Glycome profiles further indicated different abundances of cell wall glycan epitopes among corresponding extracts from different organs. Cell walls of needles showed a reduction of 1 M KOH extractible xyloglucan (XG) epitopes, especially those recognized by XG-4, XG-5, and XG-6 groups of mAbs, compared with the corresponding extracts from both stem wood and roots, which contained higher abundance of these epitopes (see 1 M KOH bars in Figures 2A, 3A, 4A). Cell walls of all three organs contained fucosylated xyloglucans (as indicated by the binding of FUC-XG group of mAbs) and their patterns of binding were similar among all organs with 1 M KOH, 4 M KOH, and 4 M KOHPC extracts exhibiting the highest abundance.

Extractability of xylan epitopes differed among organs. For instance, xylan epitopes recognized by the xylan-6 group of mAbs were low in abundance in all extracts from roots with the exception of 4 M KOHPC extract. However, these epitopes were abundant in 1 M KOH and 4 M KOHPC extracts from stem wood and 4 M KOH and 4 M KOHPC extracts from needles. Further, 1 M KOH extract from stem wood cell walls contained abundant xylan epitopes that are recognized by all dicot xylan-specific mAbs belonging to xylan-4 through xylan-7 groups of mAbs. However, 1 M KOH extracts from roots and needles predominantly contained only xylan epitopes recognized by xylan-5 and xylan-7 groups of mAbs. The 4 M KOH extract from needles was unique in that it contained abundant xylan epitopes that are recognized by all dicot xylan-specific mAbs belonging to xylan-4 through xylan-7 groups, which differed from the corresponding extracts from both stem wood and roots. Chlorite extracts from both stem wood and needles showed higher abundance of xylan epitopes (especially those recognized by xylan-5 and xylan-7 groups of mAbs) compared with extract from roots. These results may indicate that integration of xylan components through association with lignin in cell walls differs among loblolly pine organs.

Oxalate extracts from stem wood and needles contained acetylated glucomannan epitopes while root oxalate extracts contained only trace amounts of these epitopes. Pectic backbone epitopes (those recognized by HG backbone-1 through-2 and RG-I backbone groups of mAbs) were present in extracts from all three organs. However, the patterns of extractability varied. For example, carbonate extracts from roots contained lower abundance of rhamnogalacturonan-1 backbone epitopes compared to those from stem wood and needles.
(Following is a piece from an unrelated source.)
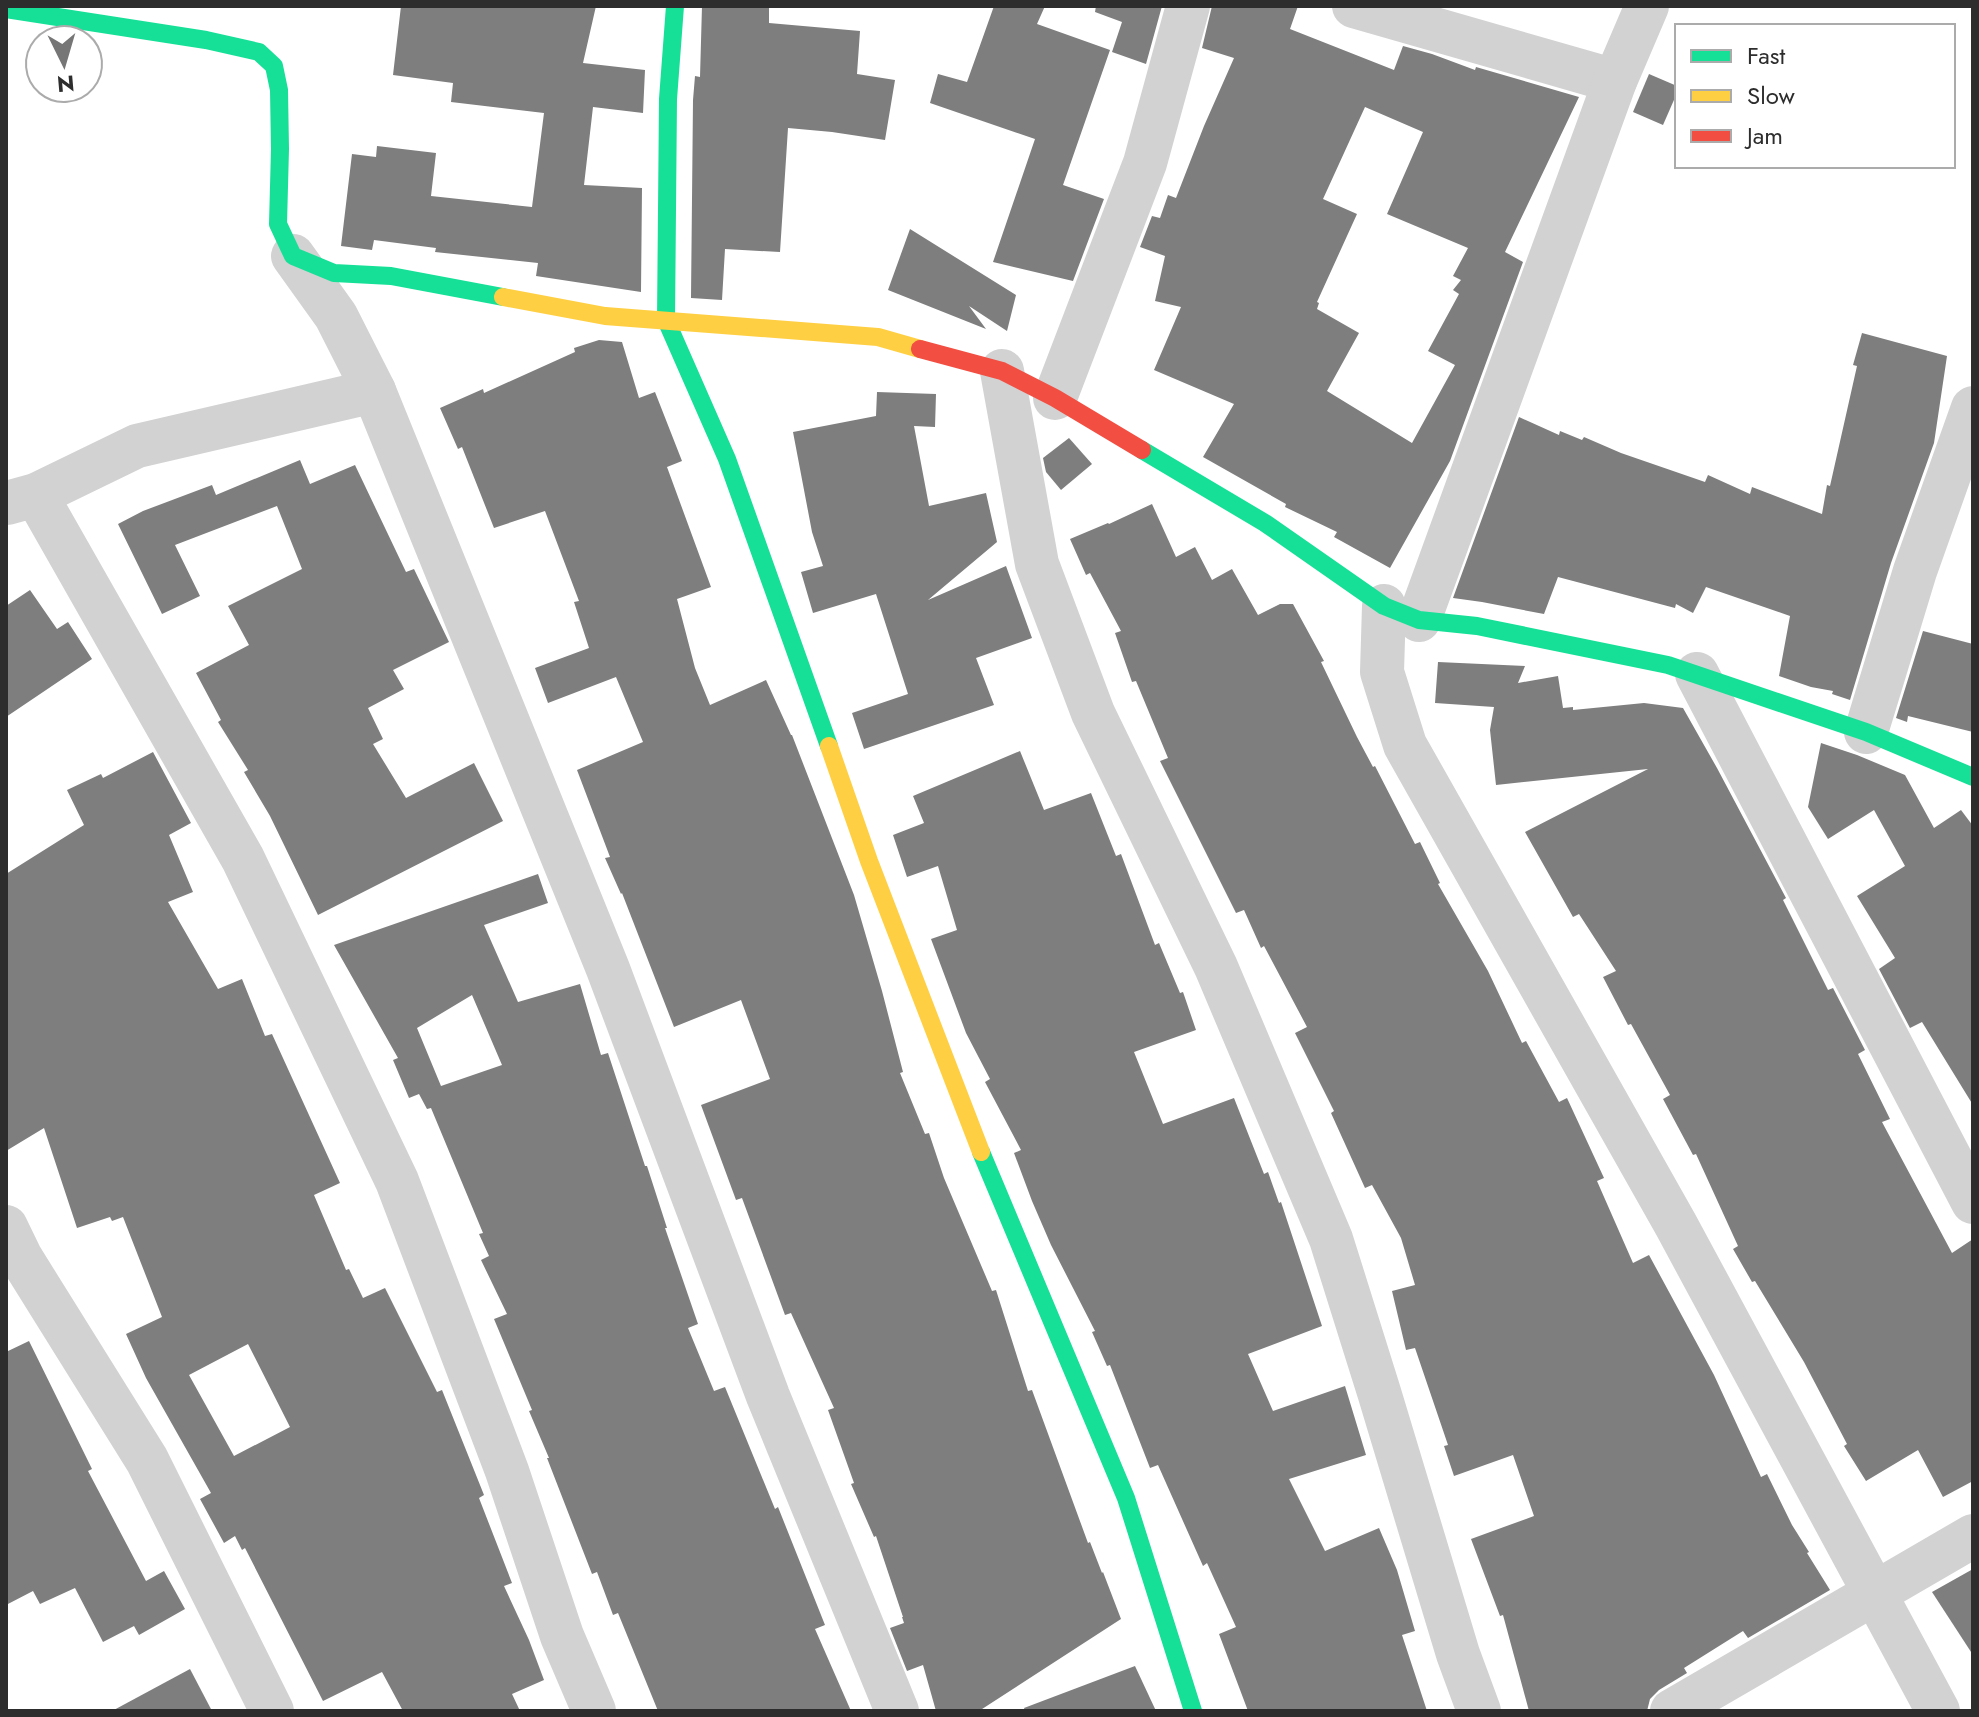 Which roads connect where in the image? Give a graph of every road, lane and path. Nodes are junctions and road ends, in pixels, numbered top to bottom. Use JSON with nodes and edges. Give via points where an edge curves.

Again, reduced abundance of pectic backbone epitopes (those recognized by HG backbone-1 through-2 and RG-I backbone groups of mAbs) was noted in chlorite extract from roots in comparison to those from stem wood and needles. In general, a low abundance of pectic arabinogalactan epitopes (those recognized by RG-I/AG and AG-1 through AG-4 groups of mAbs) was evident in most extracts from all organs studied. However, there was variation across extracts from different organs. For example, certain arabinogalactan epitopes (especially those recognized by JIM11, MAC204, JIM20, JIM14, JIM12, CCRC-M133, and CCRC-M107) were present in higher abundance in 1 M KOH extracts from stem wood compared to extracts from roots and needle walls.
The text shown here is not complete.